If everybody had some common decency and some common sense, then flying could be a much more enjoyable, civil experience. But as many frequent flyers know, you come across some travelers whose minds just don’t work. Because of them we wish these unspoken rules of airplane etiquette were enforced by the flight staff. Here are 10 rules of airplane etiquette that should be enforced way more.
You really want to lean against the window and take a nap during your flight. Too bad! If you get up to use the bathroom a lot, you can’t sit by the window. You have to forego the window seat and take the aisle seat so you don’t make two other passengers get up for you and cram the aisles every half hour.
If you know that moving a bag over into the next compartment would make room for your bag — fine. But before doing so, ask around to see whose bag it is, and ask if they don’t mind you moving it. They’ll almost always say that it’s fine but if you don’t ask, they could have a hard time finding their bag when the plane lands.
You know that little no-smoking sign with the little slash across the cigarette picture? There should be a similar one with a slash going through someone reclining in their seat while the person behind them has their meal tray down!
Please, please do not bring tuna or curry or garlic spaghetti onto an airplane. There is nowhere for that scent to go until the plane has landed. And there are already passengers struggling with altitude sickness as it is.
It doesn’t matter if the sun is shining and you want to see the mountains. If you’re taking a long flight where there is a major time change, and everybody’s internal clock says it’s midnight — even if you’re flying over a place where it’s 6 a.m., keep your window shut!
It’s all they have. Don’t take that from them.
Many people on the flight with you are on their way to vacation, and nothing ruins a vacation and wastes the thousands of dollars spent on it like being sick and bedridden in a hotel room.
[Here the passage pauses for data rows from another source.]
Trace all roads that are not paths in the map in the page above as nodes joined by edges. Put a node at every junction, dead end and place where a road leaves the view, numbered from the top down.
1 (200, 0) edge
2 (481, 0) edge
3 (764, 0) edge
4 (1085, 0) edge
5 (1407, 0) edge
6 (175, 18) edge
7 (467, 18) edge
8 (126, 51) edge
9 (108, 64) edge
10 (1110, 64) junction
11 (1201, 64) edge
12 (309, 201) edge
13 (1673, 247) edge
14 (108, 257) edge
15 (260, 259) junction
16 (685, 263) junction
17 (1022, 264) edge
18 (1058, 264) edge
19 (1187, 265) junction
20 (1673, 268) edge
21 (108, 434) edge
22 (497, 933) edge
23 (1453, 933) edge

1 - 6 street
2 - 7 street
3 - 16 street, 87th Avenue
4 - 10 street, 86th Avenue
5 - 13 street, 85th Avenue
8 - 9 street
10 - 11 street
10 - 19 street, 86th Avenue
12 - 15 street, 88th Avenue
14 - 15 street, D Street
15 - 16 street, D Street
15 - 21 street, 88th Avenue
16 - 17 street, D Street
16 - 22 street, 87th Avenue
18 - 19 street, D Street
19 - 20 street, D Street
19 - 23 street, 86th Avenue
So if you’re sick and absolutely have to fly, spare others your virus. Wear a mask.
If you’re flying with hyperactive children who scream, kick seats, and run around in the aisles, make sure you’re sitting with or at least near them. Don’t leave the poor passengers around them to police your kids.
How is it possible that some people on planes think they are the only ones who have somewhere to be? And how can they think it’s OK to charge past someone in the aisle ahead of them who was clearly getting ready to exit their seat?
Again, there is nowhere for that scent to go…and for your own sake, don’t walk around barefoot on airplane floors that may not have been vacuumed in days.
If you’re not in the aisle seat and know you have a small bladder, ask the person in the aisle seat to let you out so you can go to the bathroom while they’re awake. Even if you don’t have to, just in case, so you don’t have to wake them up later.
If the overhead compartment is deep—which most are—put your rolling suitcase in there longways (left to right). When you shove it in there horizontally, you just stole a spot from somebody else’s bag, and left a useless amount of space in front of yours.
Don’t assume that you can go ahead and sit in the empty seat next to your travel companion just because it’s empty, thinking, “Whomever this seat belongs to will have no problem letting me stay here.” It really irritates people to find someone sitting in their seat. Some even get confused, thinking they got their seat number wrong, when they see you sitting in it!
If you want to get your in flight meal, then stay awake long enough to get it. Don’t force your row companion to awkwardly decide whether or not to wake you up when the food cart comes down the aisle. Or worse, don’t go bothering the flight attendants when you wake up hungry and they’re on their break.
As a general rule, find a way to sleep within the confines of your own seat. Do not lean your head against the seat in front of you—the person up there can feel the pressure of your head against their back, and as you adjust during your sleep, you drive them crazy.
It doesn’t matter how giddy you and your travel buddy sitting 12 rows behind you are over the trip you’re about to embark on. Don’t make the person in the aisle seat get up a dozen times so you can go to the back of the plane just to visit your friend. And don’t make people trying to get to the bathroom maneuver around you as you’re blocking the isle, socializing.
It doesn’t matter if you have absolutely zero belongings to gather once the plane touches down. You will wait for the rows in front of you to get off the plane before you go charging down the isle. If you wanted to deboard first, you should have thought about that when you were too lazy to do an early check in and choose your seat.